I shut the door and said, “Okay, before I get on, what’s the deal?”
Retro said, “The deal is Kurt wants to do some sort of surveillance mission here in Vegas. Against our charter, I might add.”
I looked at Jennifer, and she said, “Apparently, there’s an arms dealer he wants us to track. Some guy who’s got a booth here at SHOT.” She glanced at Retro and raised an eyebrow, saying, “I think it sounds fun. Retro’s a little angry.”
He said, “I’m not angry. I just think it’s a little sleazy cutting this trip short for a mission that we’re not even allowed to do.”
Which meant he was pissed. His answer brought a grin to both Knuckles and me because in the twenty-two years that he’d been running missions, he’d never cared about the rules.
I held up a hand and said, “Okay, okay. Don’t worry about your craps weekend just yet. Dial Kurt up. Let’s see what this is about.”
We connected, waited a bit, and then Kurt Hale settled in front of the camera. He turned around to look behind him and said, “Close the door, George.”
When he returned to the screen, I saw his lips curl into a ghost of a smile. “How’s Vegas?”
I said, “A little boring, to tell you the truth. I understand you want to spice things up.”
He laughed and said, “You find a vendor for the work on our pistols?”
“Yeah, I got the one that I think we’re going to end up with, but we ha
ven’t checked out the others yet.”
“Good. Don’t worry about the others. Just send the information you have.”
“What’s up, sir?”
The camera feed disappeared, and in its place a target card appeared. A single PowerPoint slide that had the specifics on someone we were hunting.
Name: Tyler Malloy
Citizenship: United States of America
Professed Occupation: Arms dealer
Activity: Intercepts indicate possible facilitation of weapons transfers to groups designated as Foreign Terrorist Organizations by the Department of State. Currently attempting to gain trigger components suitable for nuclear weapons. Currently licensed in good standing with Department of State ITAR protocols.
Threat: Low
Authority: Alpha only, secondary protocol
Next to the information on the slide was a picture of a thick-necked guy of about twenty-eight, with the ubiquitous “operator” beard and a pronounced Jay Leno–looking jaw. He was giving his best I’m a badass scowl.

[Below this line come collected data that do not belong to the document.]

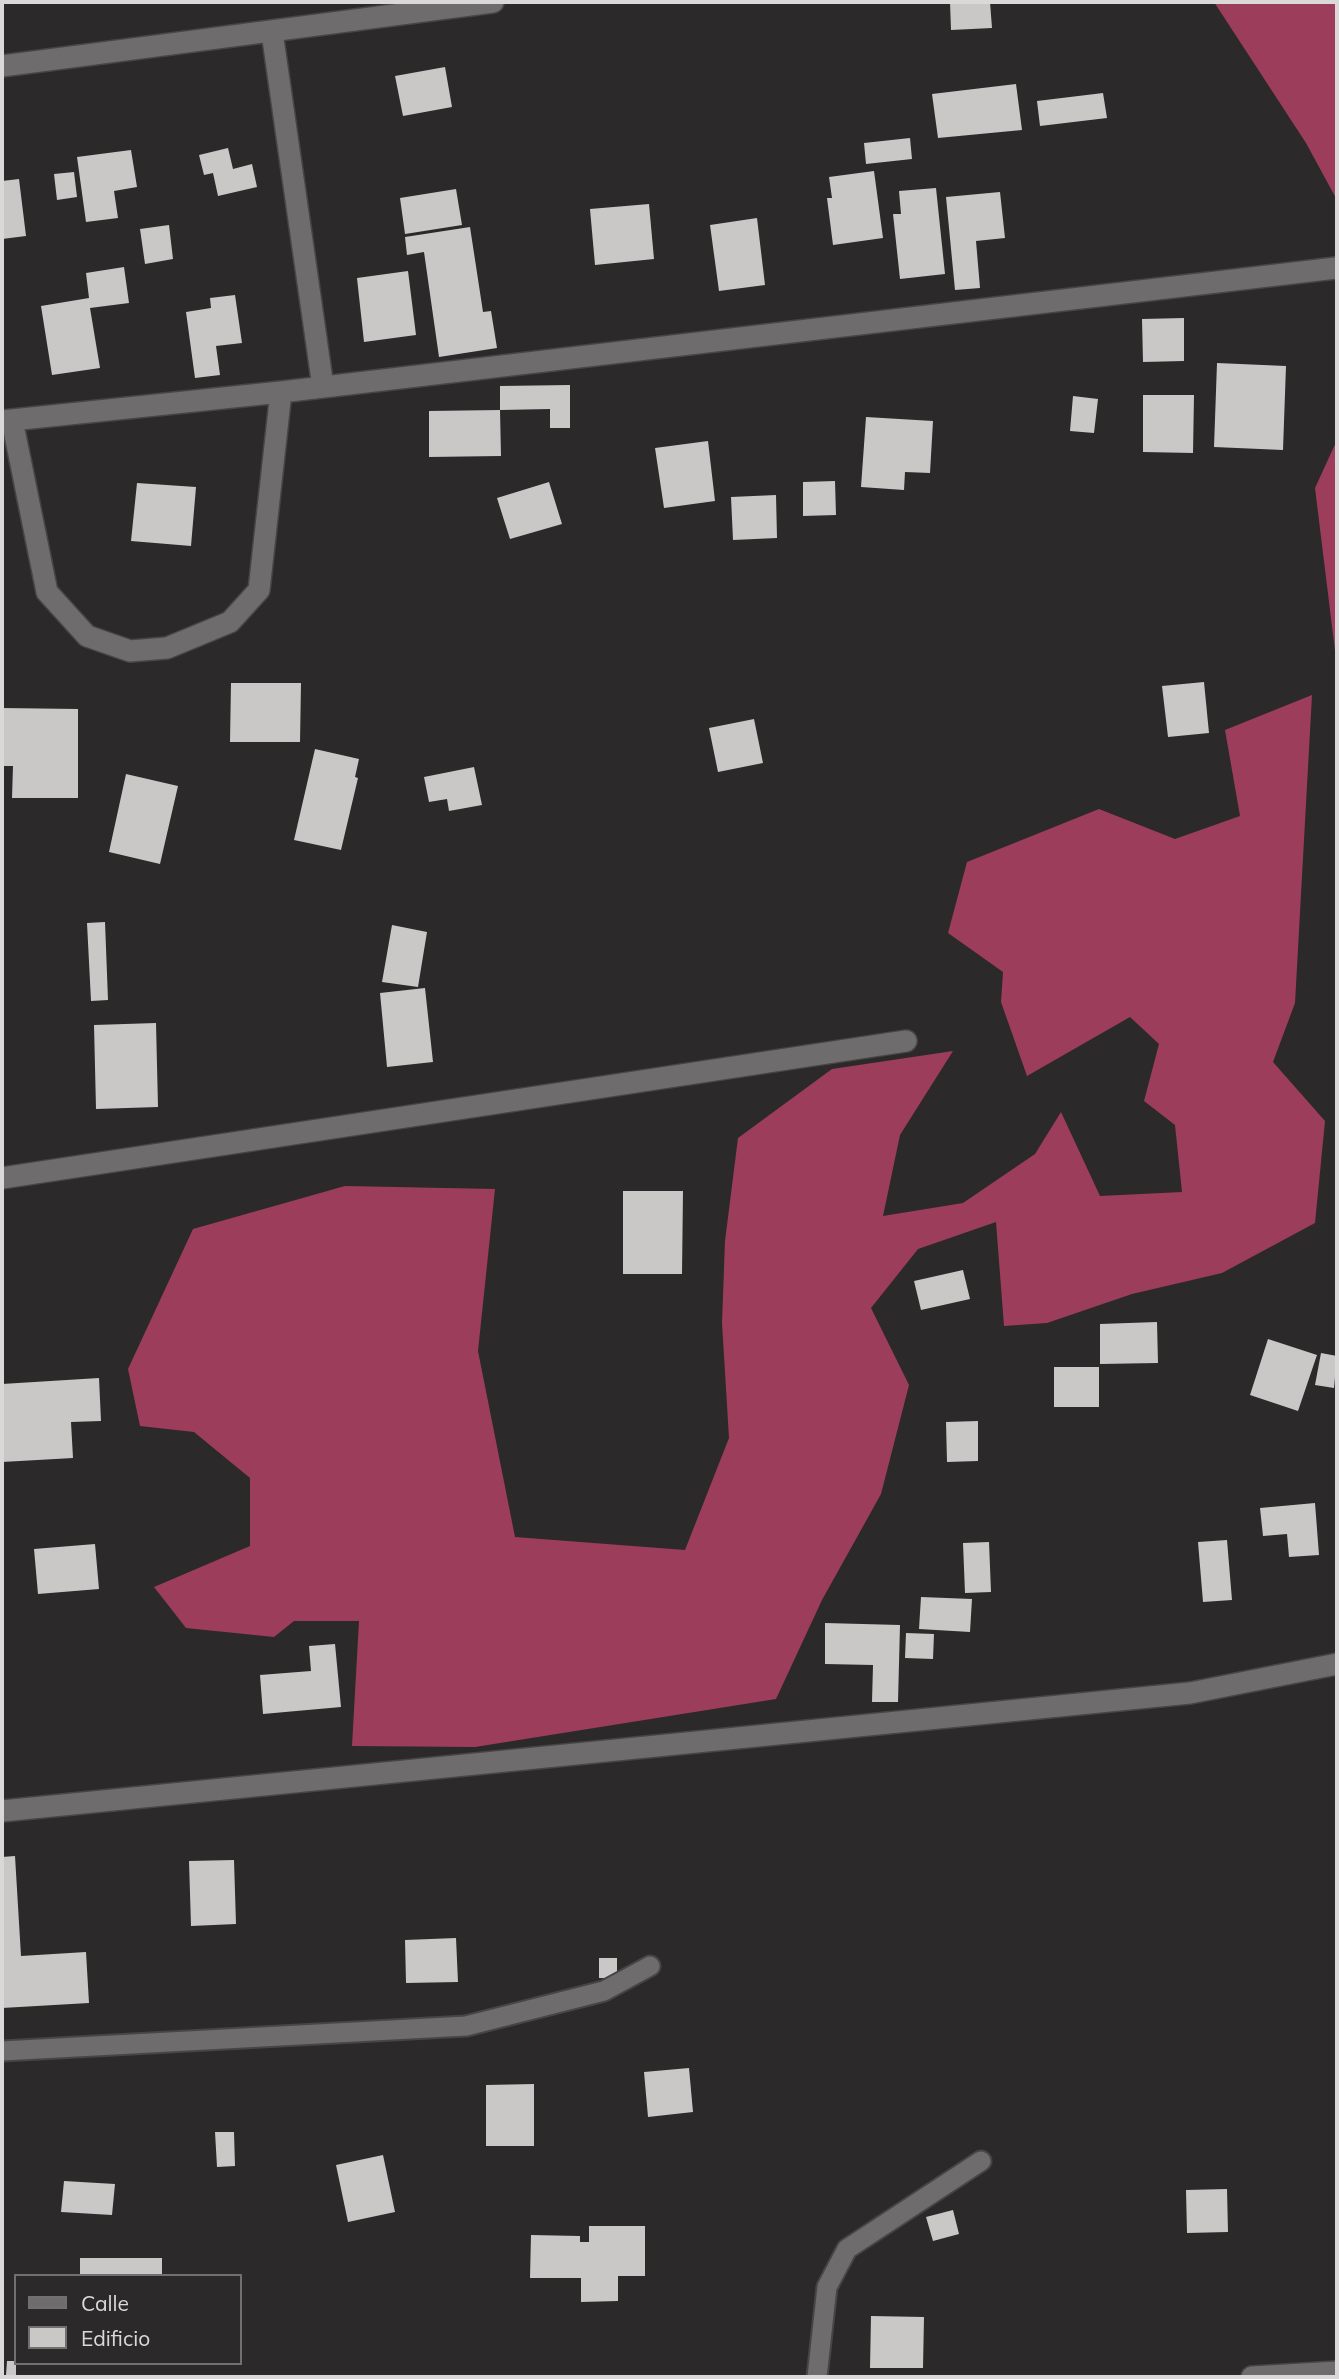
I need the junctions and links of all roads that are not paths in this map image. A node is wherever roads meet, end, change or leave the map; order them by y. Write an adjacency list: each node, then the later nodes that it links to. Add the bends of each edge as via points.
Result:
1 (493, 2): 2 (street)
2 (272, 32): 3 (street); 5 (street)
3 (2, 66)
4 (1336, 268): 5 (street)
5 (323, 387): 6 (street)
6 (281, 392): 7 (street); 7 (street, via 259,590 230,622 167,648 130,650 87,636 47,592)
7 (7, 421)
8 (905, 1041): 9 (street)
9 (2, 1178)
10 (1337, 1664): 11 (street, via 1190,1693)
11 (2, 1811)
12 (650, 1966): 13 (lane, via 604,1991 467,2026)
13 (2, 2051)
14 (981, 2161): 16 (lane, via 847,2249 827,2287)
15 (1337, 2372): 17 (street)
16 (817, 2377)
17 (1252, 2377)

I said, “What’s this guy’s story?”
The slide vanished, and Kurt reappeared on-screen. “He was an enlisted Marine for four years, one tour in Helmand. After that, he became an independent contractor for a company called Blue Spoon. He ended up in Bulgaria training a bunch of Syrian ‘moderate’ rebels under the failed CIA program. While he was there, he seemed to figure out where the money was really made, which was supplying the arms for the fight instead of getting paid by the hour to train up a bunch of farmers. Blue Spoon was buying a ton of AKs and other old Soviet arms from Belarus and Bulgaria, and he spent his time there learning the trade and building personal contacts. Eventually, he went out on his own, using those contacts and undercutting Blue Spoon pricing until his little company became the sole supplier. That was three years ago. Now he’s a real player, selling everything from tanks to missile launchers. He’s moved far beyond the small train-and-equip program for Syria.”